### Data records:
★ ★ ★ ★
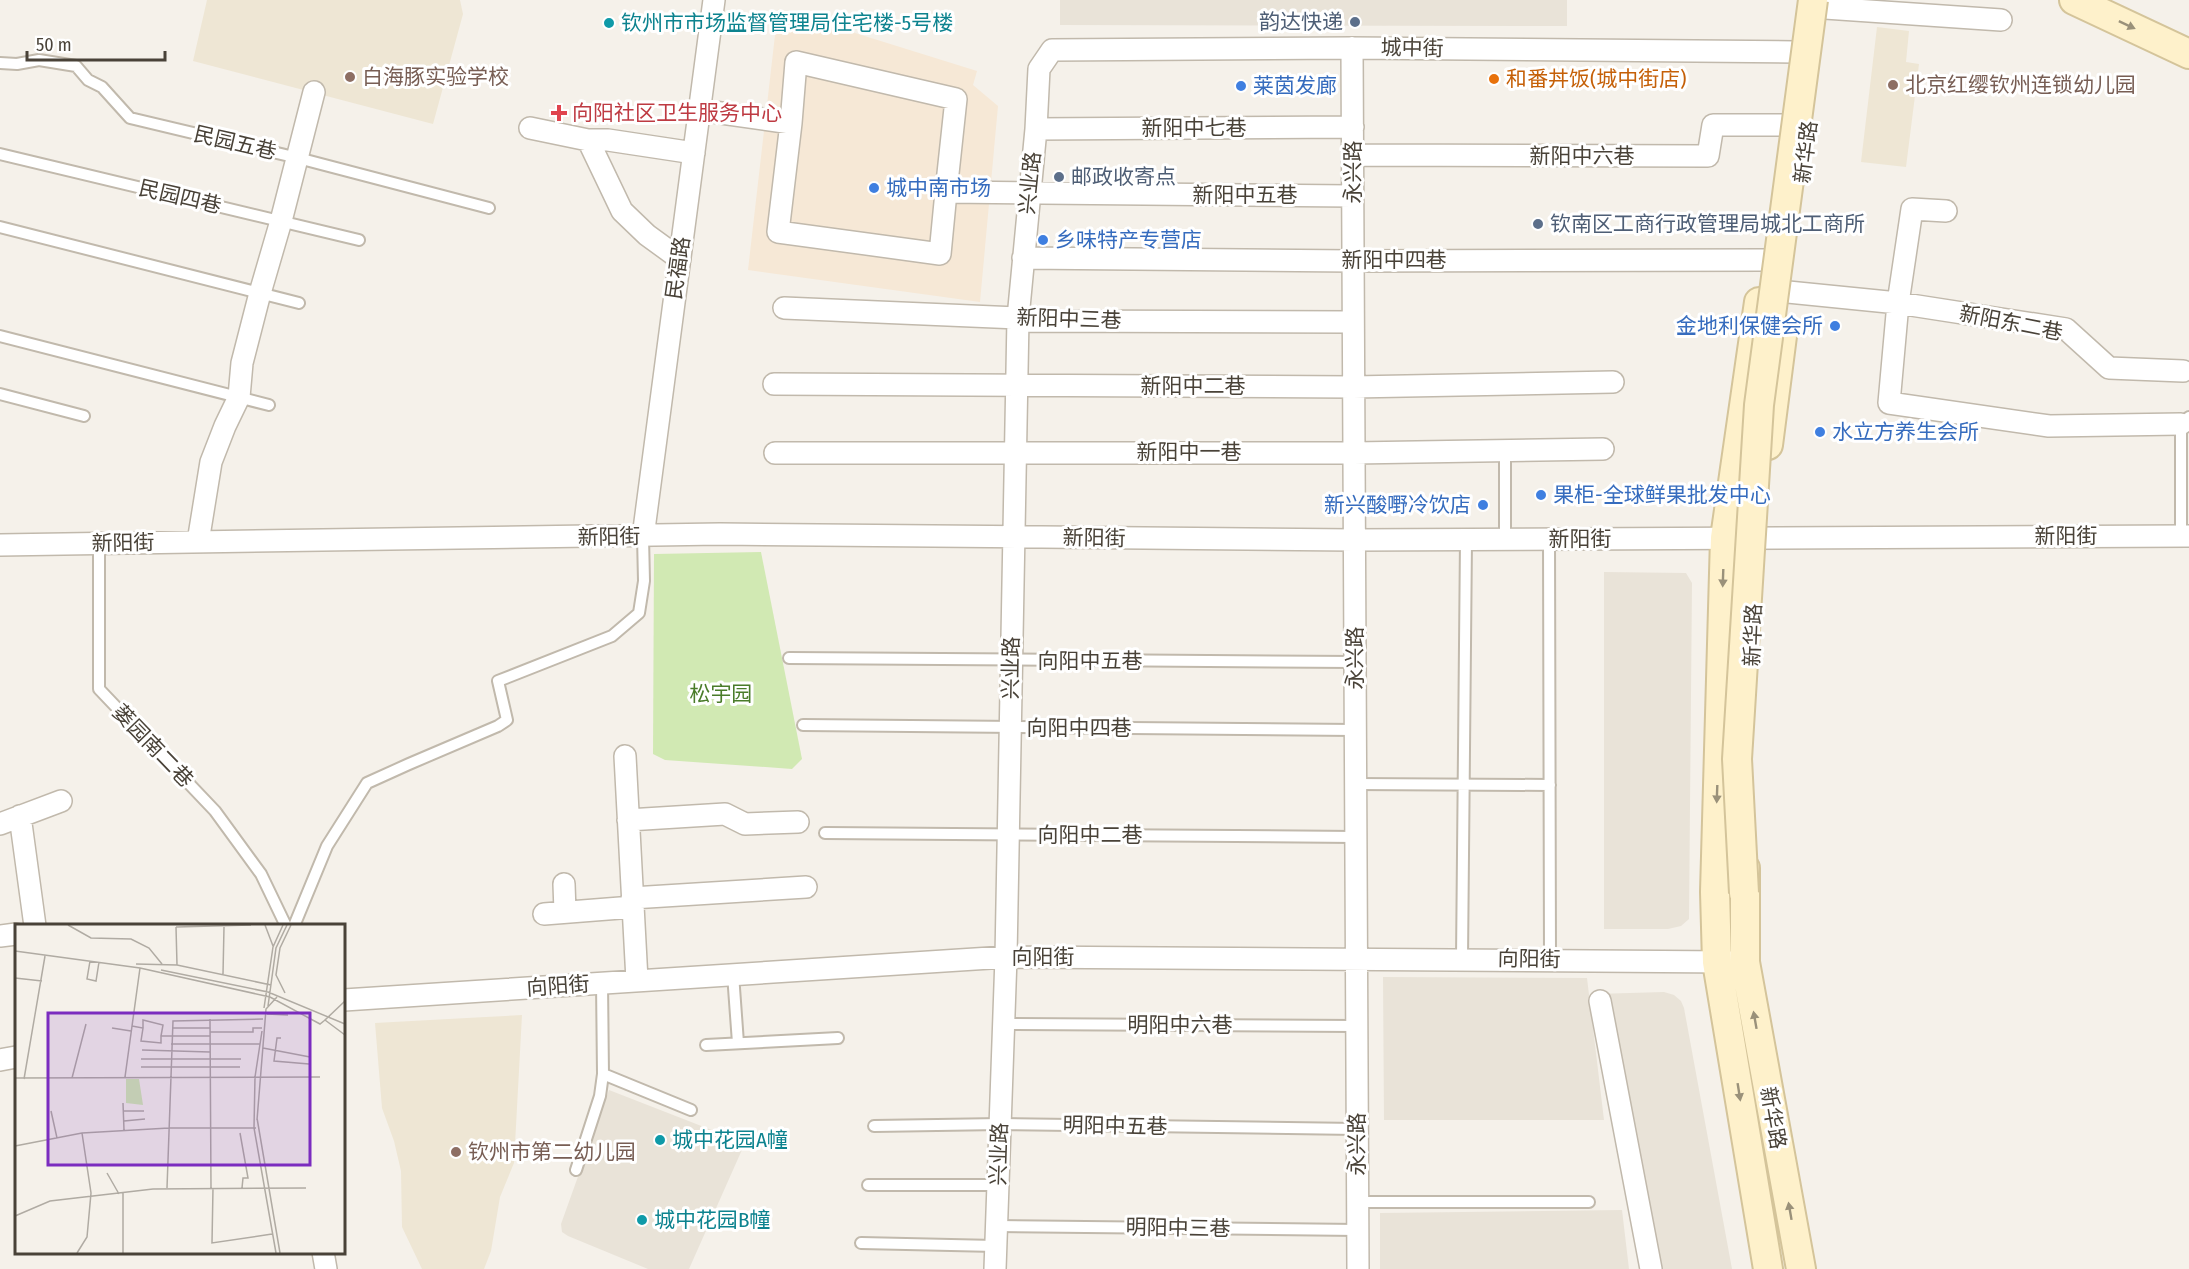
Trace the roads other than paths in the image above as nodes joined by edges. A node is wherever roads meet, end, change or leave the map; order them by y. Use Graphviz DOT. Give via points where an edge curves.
graph roads {
  1 [pos="714,0"];
  2 [pos="2074,0"];
  3 [pos="1816,2"];
  4 [pos="2001,20"];
  5 [pos="1352,48"];
  6 [pos="1795,52"];
  7 [pos="2189,54"];
  8 [pos="0,63"];
  9 [pos="1038,69"];
  10 [pos="314,92"];
  11 [pos="700,110"];
  12 [pos="791,123"];
  13 [pos="1785,125"];
  14 [pos="1353,127"];
  15 [pos="530,128"];
  16 [pos="1036,129"];
  17 [pos="588,140"];
  18 [pos="694,153"];
  19 [pos="0,154"];
  20 [pos="1353,155"];
  21 [pos="298,158"];
  22 [pos="946,192"];
  23 [pos="1029,194"];
  24 [pos="1352,196"];
  25 [pos="489,208"];
  26 [pos="1946,211"];
  27 [pos="281,221"];
  28 [pos="0,227"];
  29 [pos="359,240"];
  30 [pos="1023,258"];
  31 [pos="680,259"];
  32 [pos="1765,260"];
  33 [pos="1353,261"];
  34 [pos="1788,292"];
  35 [pos="260,293"];
  36 [pos="299,303"];
  37 [pos="1898,303"];
  38 [pos="784,308"];
  39 [pos="1018,318"];
  40 [pos="1353,322"];
  41 [pos="0,336"];
  42 [pos="2186,373"];
  43 [pos="1613,382"];
  44 [pos="774,384"];
  45 [pos="1016,386"];
  46 [pos="1353,387"];
  47 [pos="0,394"];
  48 [pos="239,397"];
  49 [pos="269,405"];
  50 [pos="84,416"];
  51 [pos="2185,421"];
  52 [pos="1603,449"];
  53 [pos="1505,450"];
  54 [pos="1015,452"];
  55 [pos="775,453"];
  56 [pos="1354,453"];
  57 [pos="2185,536"];
  58 [pos="643,537"];
  59 [pos="1014,537"];
  60 [pos="1756,537"];
  61 [pos="1725,538"];
  62 [pos="1505,539"];
  63 [pos="1549,539"];
  64 [pos="1354,540"];
  65 [pos="1466,540"];
  66 [pos="198,542"];
  67 [pos="99,544"];
  68 [pos="0,545"];
  69 [pos="789,658"];
  70 [pos="1011,661"];
  71 [pos="1355,662"];
  72 [pos="803,725"];
  73 [pos="1010,728"];
  74 [pos="1355,730"];
  75 [pos="625,756"];
  76 [pos="1355,784"];
  77 [pos="1464,784"];
  78 [pos="1550,785"];
  79 [pos="61,801"];
  80 [pos="20,816"];
  81 [pos="628,820"];
  82 [pos="798,822"];
  83 [pos="0,824"];
  84 [pos="825,833"];
  85 [pos="1009,835"];
  86 [pos="1355,837"];
  87 [pos="564,884"];
  88 [pos="806,887"];
  89 [pos="1744,893"];
  90 [pos="633,902"];
  91 [pos="35,924"];
  92 [pos="285,924"];
  93 [pos="295,924"];
  94 [pos="15,934"];
  95 [pos="0,936"];
  96 [pos="1006,957"];
  97 [pos="1356,958"];
  98 [pos="1462,959"];
  99 [pos="1550,960"];
  100 [pos="1731,962"];
  101 [pos="733,974"];
  102 [pos="637,980"];
  103 [pos="602,983"];
  104 [pos="345,1000"];
  105 [pos="1600,1001"];
  106 [pos="1004,1024"];
  107 [pos="1356,1026"];
  108 [pos="838,1038"];
  109 [pos="738,1043"];
  110 [pos="706,1045"];
  111 [pos="15,1057"];
  112 [pos="0,1060"];
  113 [pos="603,1074"];
  114 [pos="691,1110"];
  115 [pos="1000,1124"];
  116 [pos="874,1126"];
  117 [pos="1357,1129"];
  118 [pos="576,1170"];
  119 [pos="867,1185"];
  120 [pos="998,1185"];
  121 [pos="1358,1202"];
  122 [pos="1589,1202"];
  123 [pos="1358,1230"];
  124 [pos="997,1236"];
  125 [pos="861,1243"];
  126 [pos="323,1254"];
  127 [pos="326,1269"];
  128 [pos="995,1269"];
  129 [pos="1358,1269"];
  130 [pos="1651,1269"];
  131 [pos="1768,1269"];
  132 [pos="1801,1269"];
  1 -- 11 [label="street, 民福路"];
  2 -- 7 [label="street, one-way"];
  3 -- 4 [label="street"];
  3 -- 6 [label="street, 新华路"];
  3 -- 34 [label="street, 新华路"];
  3 -- 89 [label="street, bridge" via="1759,405 1737,759"];
  5 -- 6 [label="street, 城中街"];
  5 -- 9 [label="street, 城中街" via="1052,50"];
  5 -- 14 [label="street, 永兴路"];
  6 -- 13 [label="street, 新华路"];
  8 -- 21 [label="lane, 民园五巷" via="39,60 76,66 130,118"];
  9 -- 16 [label="street, 兴业路"];
  10 -- 21 [label="street"];
  11 -- 12 [label="street"];
  11 -- 18 [label="street, 民福路"];
  12 -- 22 [label="street" via="796,62 956,99"];
  12 -- 22 [label="street" via="778,232 940,254"];
  13 -- 20 [label="street, 新阳中六巷" via="1713,125 1708,156"];
  13 -- 32 [label="street, 新华路"];
  14 -- 16 [label="street, 新阳中七巷"];
  14 -- 20 [label="street, 永兴路"];
  15 -- 17 [label="street"];
  16 -- 23 [label="street, 兴业路"];
  17 -- 18 [label="street"];
  17 -- 31 [label="street" via="622,211"];
  18 -- 31 [label="street, 民福路"];
  19 -- 27 [label="lane, 民园四巷"];
  20 -- 24 [label="street, 永兴路"];
  21 -- 25 [label="lane, 民园五巷"];
  21 -- 27 [label="street"];
  22 -- 23 [label="street, 新阳中五巷"];
  23 -- 24 [label="street, 新阳中五巷"];
  23 -- 30 [label="street, 兴业路"];
  24 -- 33 [label="street, 永兴路"];
  26 -- 37 [label="street" via="1912,209"];
  27 -- 29 [label="lane, 民园四巷"];
  27 -- 35 [label="street"];
  28 -- 35 [label="lane"];
  30 -- 33 [label="street, 新阳中四巷"];
  30 -- 39 [label="street, 兴业路"];
  31 -- 58 [label="street, 民福路"];
  32 -- 33 [label="street, 新阳中四巷"];
  32 -- 61 [label="street, 新华路"];
  33 -- 40 [label="street, 永兴路"];
  34 -- 37 [label="street, 新阳东二巷"];
  34 -- 60 [label="street, 新华路"];
  35 -- 36 [label="lane"];
  35 -- 48 [label="street" via="242,363"];
  37 -- 42 [label="street, 新阳东二巷" via="2066,329 2109,368"];
  37 -- 51 [label="street" via="1889,403 2049,426"];
  38 -- 39 [label="street, 新阳中三巷"];
  39 -- 40 [label="street, 新阳中三巷"];
  39 -- 45 [label="street, 兴业路"];
  40 -- 46 [label="street, 永兴路"];
  41 -- 48 [label="lane"];
  43 -- 46 [label="street, 新阳中二巷"];
  44 -- 45 [label="street, 新阳中二巷"];
  45 -- 46 [label="street, 新阳中二巷"];
  45 -- 54 [label="street, 兴业路"];
  46 -- 56 [label="street, 永兴路"];
  47 -- 50 [label="lane"];
  48 -- 49 [label="lane"];
  48 -- 66 [label="street" via="211,462"];
  51 -- 57 [label="lane"];
  52 -- 53 [label="street, 新阳中一巷"];
  53 -- 56 [label="street, 新阳中一巷"];
  53 -- 62 [label="lane"];
  54 -- 55 [label="street, 新阳中一巷"];
  54 -- 56 [label="street, 新阳中一巷"];
  54 -- 59 [label="street, 兴业路"];
  56 -- 64 [label="street, 永兴路"];
  57 -- 60 [label="street, 新阳街"];
  58 -- 59 [label="street, 新阳街"];
  58 -- 66 [label="street, 新阳街"];
  58 -- 93 [label="lane" via="644,581 639,614 612,636 498,681 507,720 498,726 367,783 327,846"];
  59 -- 64 [label="street, 新阳街"];
  59 -- 70 [label="street, 兴业路"];
  60 -- 61 [label="street, 新阳街"];
  60 -- 89 [label="street, 新华路"];
  61 -- 63 [label="street, 新阳街"];
  61 -- 100 [label="street, 新华路, one-way" via="1714,892"];
  62 -- 63 [label="street, 新阳街"];
  62 -- 65 [label="street, 新阳街"];
  63 -- 78 [label="lane"];
  64 -- 65 [label="street, 新阳街"];
  64 -- 71 [label="street, 永兴路"];
  65 -- 77 [label="lane"];
  66 -- 67 [label="street, 新阳街"];
  67 -- 68 [label="street, 新阳街"];
  67 -- 92 [label="lane, 蒌园南二巷" via="99,689 215,811 261,874"];
  69 -- 70 [label="lane, 向阳中五巷"];
  70 -- 71 [label="lane, 向阳中五巷"];
  70 -- 73 [label="street, 兴业路"];
  71 -- 74 [label="street, 永兴路"];
  72 -- 73 [label="lane, 向阳中四巷"];
  73 -- 74 [label="lane, 向阳中四巷"];
  73 -- 85 [label="street, 兴业路"];
  74 -- 76 [label="street, 永兴路"];
  75 -- 81 [label="street"];
  76 -- 77 [label="lane"];
  76 -- 86 [label="street, 永兴路"];
  77 -- 78 [label="lane"];
  77 -- 98 [label="lane"];
  78 -- 99 [label="lane"];
  79 -- 80 [label="street"];
  80 -- 83 [label="street"];
  80 -- 91 [label="street"];
  81 -- 82 [label="street" via="725,814 746,824"];
  81 -- 90 [label="street"];
  84 -- 85 [label="lane, 向阳中二巷"];
  85 -- 86 [label="lane, 向阳中二巷"];
  85 -- 96 [label="street, 兴业路"];
  86 -- 97 [label="street, 永兴路"];
  87 -- 90 [label="street" via="554,913"];
  88 -- 90 [label="street"];
  89 -- 100 [label="street, 新华路"];
  90 -- 102 [label="street"];
  94 -- 95 [label="street"];
  96 -- 97 [label="street, 向阳街"];
  96 -- 101 [label="street, 向阳街"];
  96 -- 106 [label="street, 兴业路"];
  97 -- 98 [label="street, 向阳街"];
  97 -- 107 [label="street, 永兴路"];
  98 -- 99 [label="street, 向阳街"];
  99 -- 100 [label="street, 向阳街"];
  100 -- 131 [label="street, 新华路, one-way"];
  132 -- 100 [label="street, 新华路, one-way"];
  101 -- 102 [label="street, 向阳街"];
  101 -- 109 [label="lane"];
  102 -- 103 [label="street, 向阳街"];
  103 -- 104 [label="street, 向阳街"];
  103 -- 113 [label="lane"];
  105 -- 130 [label="street"];
  106 -- 107 [label="lane, 明阳中六巷"];
  106 -- 115 [label="street, 兴业路"];
  107 -- 117 [label="street, 永兴路"];
  108 -- 109 [label="lane"];
  109 -- 110 [label="lane"];
  111 -- 112 [label="street"];
  113 -- 114 [label="lane"];
  113 -- 118 [label="lane" via="600,1096"];
  115 -- 116 [label="lane, 明阳中五巷"];
  115 -- 117 [label="lane, 明阳中五巷"];
  115 -- 120 [label="street, 兴业路"];
  117 -- 121 [label="street, 永兴路"];
  119 -- 120 [label="lane"];
  120 -- 124 [label="street, 兴业路"];
  121 -- 122 [label="lane"];
  121 -- 123 [label="street, 永兴路"];
  123 -- 124 [label="lane, 明阳中三巷"];
  123 -- 129 [label="street, 永兴路"];
  124 -- 125 [label="lane, 明阳中三巷"];
  124 -- 128 [label="street, 兴业路"];
  126 -- 127 [label="street"];
}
★ ★ ★ ★
### What you are asked to do:
Show me all lines in the records that contain "向阳中四巷".

### Exercise answer:
  72 -- 73 [label="lane, 向阳中四巷"];
  73 -- 74 [label="lane, 向阳中四巷"];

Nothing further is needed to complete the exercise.